From: dennis.wu <dennis.wu@intel.com>
To: "nvdimm@lists.linux.dev" <nvdimm@lists.linux.dev>
Cc: "Verma, Vishal L" <vishal.l.verma@intel.com>,
"Williams, Dan J" <dan.j.williams@intel.com>,
"Jiang, Dave" <dave.jiang@intel.com>
Subject: Re: [PATCH] BTT: Use dram freelist and remove bflog to otpimize perf
Date: Mon, 11 Jul 2022 10:31:46 +0800 [thread overview]
Message-ID: <60ee6aef-3dd7-a2ce-1a04-c8f19e9efd59@intel.com> (raw)
In-Reply-To: <20220630134244.685331-1-dennis.wu@intel.com>
Vishal, Dan and Dave,
Can you help review the patch and give some comments?
BR,
Dennis Wu
On 6/30/22 21:42, Wu, Dennis wrote:
> Dependency:
> [PATCH] nvdimm: Add NVDIMM_NO_DEEPFLUSH flag to control btt
> data deepflush
> https://lore.kernel.org/nvdimm/20220629135801.192821-1-dennis.wu@intel.com/T/#u
>
> Reason:
> In BTT, each write will write sector data, update 4 bytes btt_map
> entry and update 16 bytes bflog (two 8 bytes atomic write),the
> meta data write overhead is big and we can optimize the algorithm
> and not use the bflog.

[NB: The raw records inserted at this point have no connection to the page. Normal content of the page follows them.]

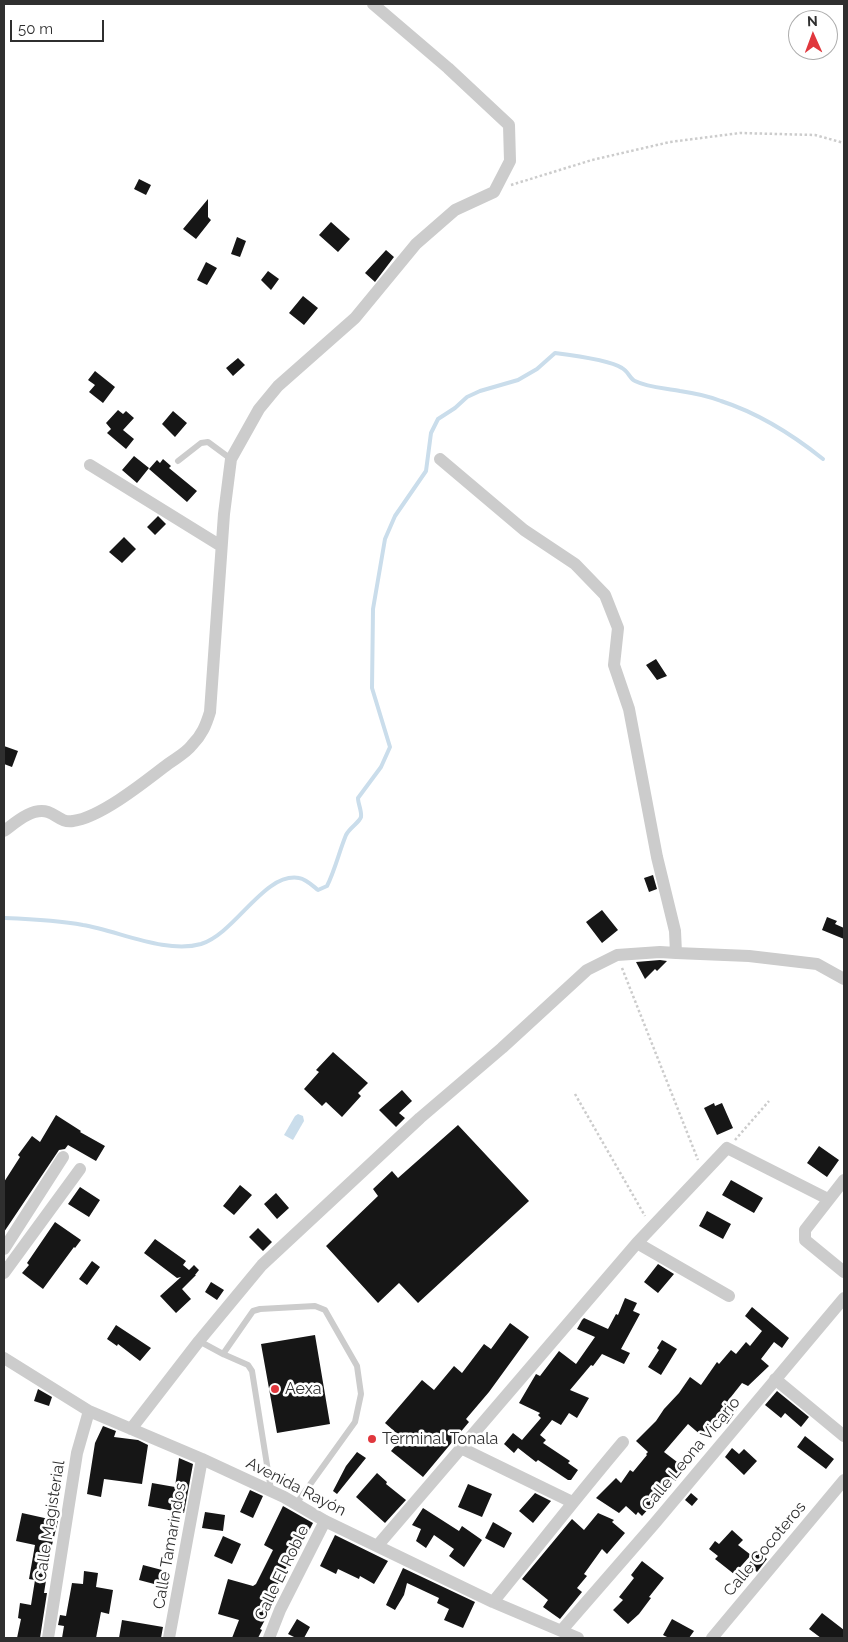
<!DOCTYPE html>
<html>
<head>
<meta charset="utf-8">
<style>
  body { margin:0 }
  #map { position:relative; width:848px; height:1642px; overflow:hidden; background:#fff; font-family:Raleway,sans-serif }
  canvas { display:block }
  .frame { position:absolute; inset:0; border:5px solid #2f2f2f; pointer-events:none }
  .north { position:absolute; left:788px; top:10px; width:50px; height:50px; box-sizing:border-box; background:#fff; border:1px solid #acacac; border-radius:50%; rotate:358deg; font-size:14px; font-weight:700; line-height:20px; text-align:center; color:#2f2f2f }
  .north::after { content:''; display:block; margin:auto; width:18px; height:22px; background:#e0373d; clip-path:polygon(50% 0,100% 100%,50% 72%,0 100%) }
  .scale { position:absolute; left:10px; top:20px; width:94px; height:22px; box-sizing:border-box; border:2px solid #2f2f2f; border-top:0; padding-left:6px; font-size:15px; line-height:18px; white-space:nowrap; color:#2f2f2f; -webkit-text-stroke:4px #fff; paint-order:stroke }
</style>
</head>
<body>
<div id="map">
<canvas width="848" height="1642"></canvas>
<div class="frame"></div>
<div class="north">N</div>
<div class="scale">50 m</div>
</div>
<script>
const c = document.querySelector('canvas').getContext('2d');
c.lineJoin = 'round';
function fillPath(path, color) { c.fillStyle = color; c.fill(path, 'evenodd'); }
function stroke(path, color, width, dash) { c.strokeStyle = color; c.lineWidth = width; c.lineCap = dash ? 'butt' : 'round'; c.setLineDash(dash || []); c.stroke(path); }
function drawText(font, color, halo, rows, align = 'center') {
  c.font = font + ' Raleway,sans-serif'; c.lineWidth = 5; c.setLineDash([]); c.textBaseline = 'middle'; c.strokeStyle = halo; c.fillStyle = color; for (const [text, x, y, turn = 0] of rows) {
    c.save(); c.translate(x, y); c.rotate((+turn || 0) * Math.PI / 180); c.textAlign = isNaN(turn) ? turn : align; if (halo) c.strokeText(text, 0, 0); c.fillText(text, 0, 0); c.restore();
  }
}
fillPath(new Path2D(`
  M298,1114L303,1116L304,1121L293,1140L284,1135L295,1116Z`), '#caddeb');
stroke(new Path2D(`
  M4,918C30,919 57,920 83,925C119,931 166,954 201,944C236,933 264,872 299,878C306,879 313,886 318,890L327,886C335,870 339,852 346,835C350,827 359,823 361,817C362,811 358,804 358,798L381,767L390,747L372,688L373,609L385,539L395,516L426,471L431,433L438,419L455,408L467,397L480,391L518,380L537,369L555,353C571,355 610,360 622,368C628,371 630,379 635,381C649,388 666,388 680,391C694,393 708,396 721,401C758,413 793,435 823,459`), '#caddeb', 4);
fillPath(new Path2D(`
  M139,179L151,185L146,195L134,189Z
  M208,199V217L211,220L196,239L183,229Z
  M331,222L350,239L338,252L319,235Z
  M237,237L246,241L240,257L231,254Z
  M386,250L394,257L375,282L365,273Z
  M206,262L217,268L207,285L197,280Z
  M268,271L279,279L271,290L261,280Z
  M303,296L318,308L304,325L289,313Z
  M238,358L245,365L233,376L226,368Z
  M95,371L115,387L103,403L89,392L95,385L88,380Z
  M118,410L123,414L126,411L134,418L123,430L134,439L126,449L107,433L111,429L106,423Z
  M173,411L187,423L175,437L162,424Z
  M134,456L149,468L137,483L122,470Z
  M163,459L171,466L169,468L197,491L187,502L149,469L157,460L160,463Z
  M158,516L166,524L155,535L147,527Z
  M124,537L136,549L122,563L109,552Z
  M656,659L667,676L657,680L646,665Z
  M4,746L18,751L12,767L4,764Z
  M653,875L657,889L649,892L644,878Z
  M602,910L618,930L602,943L586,922Z
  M827,917L837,921L835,924L844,928V939L822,930Z
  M660,960L667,961L657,971L655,969L645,979L636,962Z
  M333,1052L368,1083L358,1093L361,1096L342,1117L326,1102L322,1106L304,1089L319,1072L316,1070Z
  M402,1090L412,1101L399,1113L405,1118L396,1127L379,1110Z
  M714,1103L715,1106L722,1103L733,1128L717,1135L704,1108Z
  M56,1115L81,1131L80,1132L105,1146L96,1161L68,1145L65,1149L59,1150L4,1232V1182L20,1157L18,1155L32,1136L40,1142Z
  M458,1125L529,1201L418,1303L399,1283L378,1303L326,1246L378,1196L373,1189L392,1171L398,1178Z
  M819,1146L839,1160L827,1177L807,1163Z
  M731,1180L763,1198L754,1213L722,1195Z
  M240,1185L252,1195L234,1215L223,1206Z
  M80,1187L100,1200L89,1217L68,1204Z
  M276,1193L289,1208L277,1219L264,1204Z
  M707,1211L731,1224L723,1239L699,1226Z
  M55,1222L81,1240L75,1248L74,1247L43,1289L22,1273L29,1265L27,1263Z
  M258,1228L272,1242L263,1251L249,1237Z
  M155,1239L186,1261L183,1265L189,1270L194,1265L199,1270L195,1275H196L182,1289L191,1299L176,1313L160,1296L181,1277L177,1278L144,1253Z
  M92,1261L100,1267L87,1285L79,1279Z
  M658,1264L674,1274L658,1293L644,1282Z
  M211,1282L224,1290L217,1300L205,1292Z
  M625,1298L637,1303L633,1311L640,1314L621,1349L630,1353L624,1364L602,1354L593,1366L591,1365L570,1390L589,1398L577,1418L569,1413L561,1425L552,1420L540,1435L546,1440L543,1443L570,1461L568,1463L578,1470L571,1480H568L538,1460L536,1462L518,1448L514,1453L504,1444L513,1433L522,1440L541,1418L538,1415L540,1413L519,1403L536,1374L540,1376L559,1351L576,1364L595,1337L577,1329L582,1320L584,1318L608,1329L616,1314L618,1315Z
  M752,1307L789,1338L782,1348L774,1342L761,1359L769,1366L748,1386L742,1383L727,1402L737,1409L727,1424L717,1417L702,1436L688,1424L664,1452L685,1468L676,1481L670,1477L659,1493L661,1495L642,1516L638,1512L636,1515L626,1506L619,1513L596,1498L616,1478L621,1483L630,1470L633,1472L647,1455L646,1454L648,1452L636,1441L656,1421L664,1409L679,1393L690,1377L701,1385L717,1362L719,1364L731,1350L736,1354L746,1342L750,1346L762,1331L745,1316Z
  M510,1323L529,1337L489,1392L466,1419L469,1422L423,1477L391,1451L402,1438L385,1423L422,1380L434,1390L454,1366L462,1373L484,1344L491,1349Z
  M116,1325L151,1348L140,1361L118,1344L117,1346L107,1339Z
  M315,1335L330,1424L277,1433L261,1344Z
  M662,1340L677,1349L661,1375L648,1367L659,1350L657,1348Z
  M38,1389L52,1397L49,1406L34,1401Z
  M777,1391L809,1417L801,1427L785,1413L781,1418L765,1405Z
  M103,1426L116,1431L114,1437L138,1440L148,1445L142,1484L104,1479L101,1497L87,1494L95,1443Z
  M805,1436L834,1459L826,1469L797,1447Z
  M732,1448L739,1454L744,1449L757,1461L744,1475L725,1457Z
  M357,1452L366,1458L337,1494L333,1491L346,1466Z
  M179,1458L193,1464L184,1513L148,1506L152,1483L175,1487Z
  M377,1473L387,1482L386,1484L406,1500L385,1523L356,1497Z
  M468,1484L492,1494L482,1517L458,1507Z
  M250,1490L263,1496L253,1518L240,1512Z
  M535,1493L551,1501L533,1523L519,1511Z
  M691,1493L698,1499L692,1506L685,1500Z
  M283,1506L313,1523L294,1560L291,1558L273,1594L278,1596L260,1629L262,1630L258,1638H232L239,1620L218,1614L228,1579L253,1586L256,1584L273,1550L264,1545Z
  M423,1508L459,1531L462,1526L482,1540L464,1567L449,1556L454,1549L434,1535L426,1548L416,1541L421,1529L412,1525Z
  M205,1512L225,1515L223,1531L202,1528Z
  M22,1513L58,1521L51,1549L44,1593H47L40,1638H17L21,1619L18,1618L20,1603L31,1605L35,1580L29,1579L35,1545L16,1541Z
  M598,1513L614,1520L612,1522L625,1533L607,1554L602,1549L584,1574L587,1576L577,1588L582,1592L560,1619L543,1607L548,1600L522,1579L572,1519L584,1530Z
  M493,1522L512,1533L504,1548L485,1538Z
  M732,1530L743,1540L738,1545L751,1555L734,1574L715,1559L718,1556L709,1549L715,1541L719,1544Z
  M335,1535L388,1561L374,1584L360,1576L359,1579L338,1569L336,1574L320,1566Z
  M223,1536L241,1544L232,1564L214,1556Z
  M759,1552L767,1559L757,1572L748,1564Z
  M642,1561L664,1578L649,1597L651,1598L639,1614L628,1624L613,1610L623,1600L619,1597L634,1578L631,1575Z
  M143,1565L162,1570L158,1585L139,1580Z
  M403,1568L475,1602L463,1628L444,1620L449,1609L437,1603L439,1598L407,1583L404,1595L395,1610L386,1605Z
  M84,1571L98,1573L96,1587L113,1590L109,1614L101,1612L96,1638H62L64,1626L58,1625L60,1615L66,1616L72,1583L83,1584Z
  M822,1613L844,1630V1638H821L809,1629Z
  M297,1619L310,1627L304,1638H296L288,1634Z
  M672,1619L694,1631L689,1638H669L663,1635Z
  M122,1620L163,1627L161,1638H119Z`), '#161616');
stroke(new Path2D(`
  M511,185L592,160L670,142L740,133L815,135L844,143
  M622,968L698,1160
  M575,1094L645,1216
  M735,1140L769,1101`), '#ccc', 2.5, [2.5, 2.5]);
stroke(new Path2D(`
  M178,461L201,443L208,442L231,459
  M199,1341L223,1354
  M271,1490L252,1371L248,1365L223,1354L253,1311L260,1309L315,1306L325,1310L357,1366L361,1394L355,1422L296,1504`), '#ccc', 6);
stroke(new Path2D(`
  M90,465L221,546
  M4,831C15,823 32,807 48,812C57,815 62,823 73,821C100,818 146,781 168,764C176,758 186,753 192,745C202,735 206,725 210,712L224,514L231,459L259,409L278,386L355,318L416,244L455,210L494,192L510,161L509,125L448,68L373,4
  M676,953L749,956L817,964L844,979
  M844,1180L805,1230V1240L844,1272
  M637,1243L729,1296
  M4,1249L63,1157
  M4,1273L80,1169
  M4,1358L89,1411L202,1459L284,1497L325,1521L493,1602L578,1638
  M775,1379L844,1436
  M131,1429L199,1341L262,1265L420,1118L502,1048L587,970L617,955L660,952L676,953L675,931L657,857L629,709L614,665L618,628L605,595L575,564L524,530L440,459
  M461,1448L572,1502
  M378,1545L637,1243L727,1148L828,1199
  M493,1602C537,1548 579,1494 623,1442
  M561,1631L655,1523L844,1298
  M48,1638L77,1453L89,1411
  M169,1638L202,1459
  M269,1638L280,1610L325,1521
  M712,1638L844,1480`), '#ccc', 12);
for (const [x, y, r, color] of [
  [275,1389,5,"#e0373d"],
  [372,1439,5,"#e0373d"]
]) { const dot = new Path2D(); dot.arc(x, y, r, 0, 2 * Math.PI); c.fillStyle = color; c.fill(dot); stroke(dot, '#fff', 2); }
drawText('16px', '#2f2f2f', '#fff', [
  ["Aexa",285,1389],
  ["Terminal Tonala",382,1439]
], 'left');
drawText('16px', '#2f2f2f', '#fff', [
  ["Calle Leona Vicario",691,1454,-50],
  ["Avenida Rayón",296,1487,27],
  ["Calle Magisterial",50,1521,-81],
  ["Calle Tamarindos",170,1546,-80],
  ["Calle Cocoteros",765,1549,-50],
  ["Calle El Roble",282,1573,-64]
]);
</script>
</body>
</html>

Then each write, we will update the sector
> data and then 4 bytes btt_map entry.
>
> How:
> 1. scan the btt_map to generate the aba mapping bitmap, if one
> internal aba used, the bit will be set.
> 2. generate the in-memory freelist according the aba bitmap, the
> freelist is a array that records all the free ABAs like:
> | 340 | 422 | 578 |...
> that means ABA 340, 422, 578 are free. The last nfree(nlane)
> records in the array will be used for each lane at the beginning.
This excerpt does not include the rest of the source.